**ASSIGNMENT**
Could you set down the listing below exactly, leaving out its pictures?

Start of THE DATA

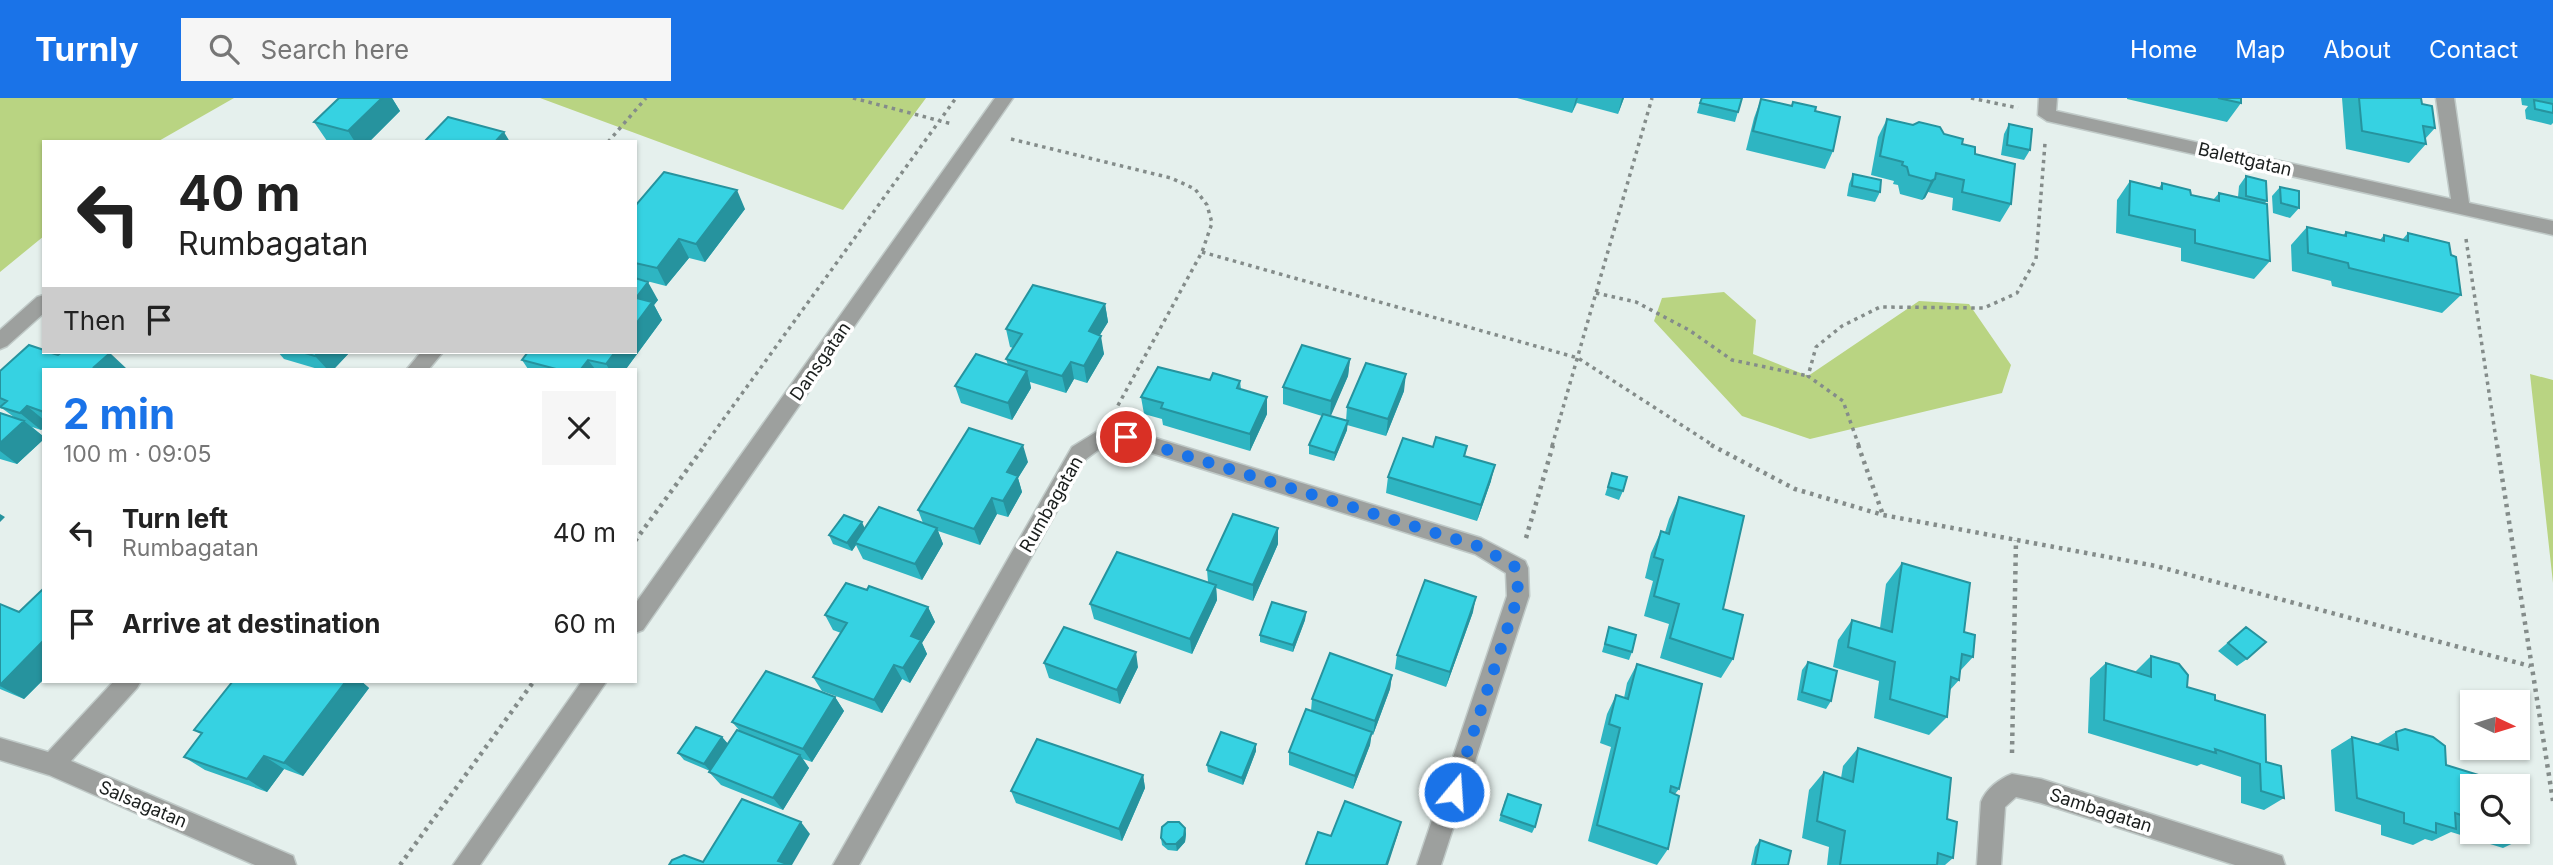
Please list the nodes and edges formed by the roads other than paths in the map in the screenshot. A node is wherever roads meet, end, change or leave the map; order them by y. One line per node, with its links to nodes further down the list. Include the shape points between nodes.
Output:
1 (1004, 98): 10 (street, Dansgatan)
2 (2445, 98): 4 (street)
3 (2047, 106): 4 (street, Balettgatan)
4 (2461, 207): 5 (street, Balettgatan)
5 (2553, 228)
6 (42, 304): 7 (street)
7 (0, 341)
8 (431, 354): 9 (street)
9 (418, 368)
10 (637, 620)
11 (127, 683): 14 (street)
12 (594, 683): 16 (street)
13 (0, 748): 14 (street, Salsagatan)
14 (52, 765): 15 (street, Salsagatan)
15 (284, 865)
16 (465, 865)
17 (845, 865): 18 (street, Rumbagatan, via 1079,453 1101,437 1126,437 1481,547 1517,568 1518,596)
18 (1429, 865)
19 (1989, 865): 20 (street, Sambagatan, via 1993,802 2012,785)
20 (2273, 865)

End of THE DATA

**RESPONSE TO THIS TASK**
Please list the nodes and edges formed by the roads other than paths in the map in the screenshot. A node is wherever roads meet, end, change or leave the map; order them by y. One line per node, with its links to nodes further down the list. Include the shape points between nodes.
Output:
1 (1004, 98): 10 (street, Dansgatan)
2 (2445, 98): 4 (street)
3 (2047, 106): 4 (street, Balettgatan)
4 (2461, 207): 5 (street, Balettgatan)
5 (2553, 228)
6 (42, 304): 7 (street)
7 (0, 341)
8 (431, 354): 9 (street)
9 (418, 368)
10 (637, 620)
11 (127, 683): 14 (street)
12 (594, 683): 16 (street)
13 (0, 748): 14 (street, Salsagatan)
14 (52, 765): 15 (street, Salsagatan)
15 (284, 865)
16 (465, 865)
17 (845, 865): 18 (street, Rumbagatan, via 1079,453 1101,437 1126,437 1481,547 1517,568 1518,596)
18 (1429, 865)
19 (1989, 865): 20 (street, Sambagatan, via 1993,802 2012,785)
20 (2273, 865)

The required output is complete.